Test rate limiting. Run a loop of 20 requests as fast as possible. After the burst threshold, you should get 429 responses. Wait 10 minutes and confirm normal access resumes.
Check from a different country. Use a VPN or ask a friend abroad to visit your URL. They should hit the auth wall just like you do.

I did all of these tests on day one. The port forwarding test failed at first — I had forgotten my ISP's modem also had a forwarding rule. Finding and removing it is why my public IP scan now returns nothing.

What I Check Before Going to Bed

Paranoia sounds exhausting, but it becomes routine. My nightly checklist takes 45 seconds:

Glance at Netdata. Is GPU utilization at 0%? Good. If it is above 10%, something is running that I forgot about.
Check Cloudflare Analytics for the last 4 hours. Any traffic while I was asleep? There should not be.
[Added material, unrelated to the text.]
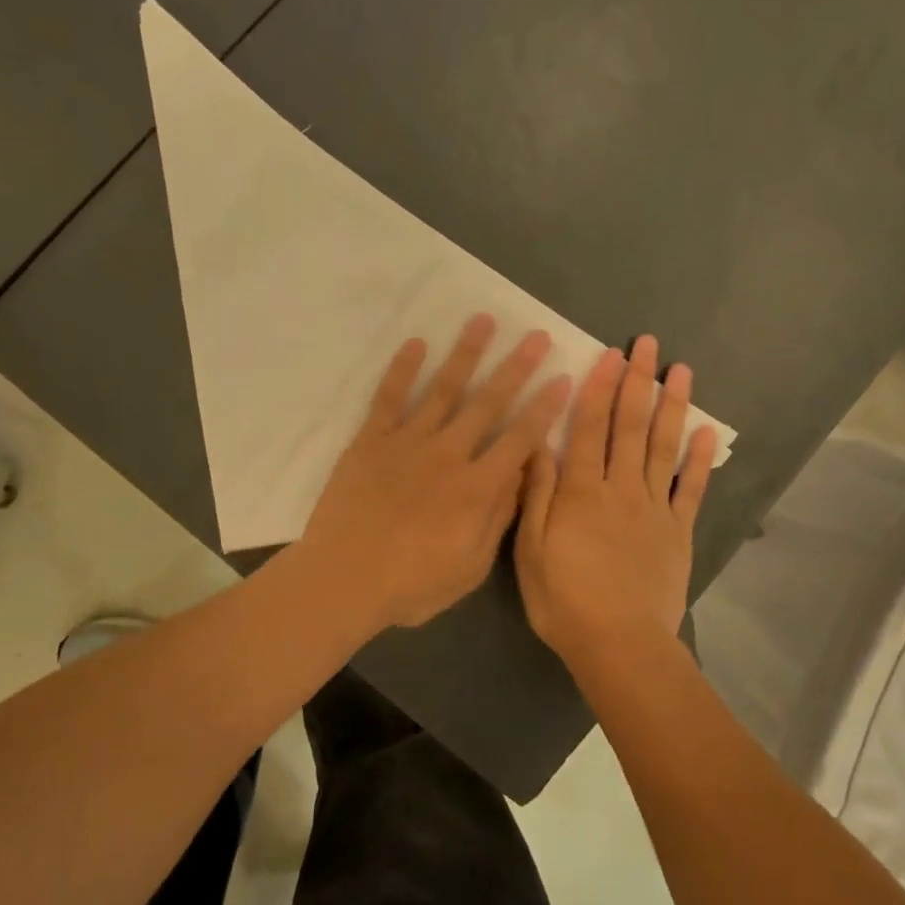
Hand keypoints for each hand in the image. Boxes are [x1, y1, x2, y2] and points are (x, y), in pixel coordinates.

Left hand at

I am the only user.
Verify the tunnel is up. sudo systemctl is-active cloudflared should print "active."
Confirm no new login emails. Cloudflare Access sends me an email for every successful authentication. If I see one I do not recognize, I know something is wrong.

In four months, I have never found a problem during this check. The value is not in catching breaches. The value is in knowing, with confidence, that there is nothing to catch.

What I worried about: forgetting to check one night and missing an intrusion. What actually happened: the checks became automatic. It is like locking your front door. You do not debate it every night. You just do it.

The Bottom Line

Exposing a local LLM to the internet is a risk calculation. Port forwarding is fast, free, and dangerous. Cloudflare Tunnel is slightly more work, still free, and dramatically safer. The gap in security is not incremental — it is categorical. An open port is discoverable. A tunnel is not.

Add authentication so guessing your URL is not enough. Add rate limiting so your own mistakes do not hurt you. Add monitoring so you know when the world changes. Then sleep soundly.

My total cost: $0 for Cloudflare, $0 for software, about 90 minutes of initial configuration, and 45 seconds per night of maintenance. My benefit: unlimited access to my own model from anywhere, with no API bills and no 3 AM anxiety about open ports.

If you are currently port forwarding, close it today. Install Cloudflare Tunnel this weekend. The time you spend now could save you weeks of recovery later.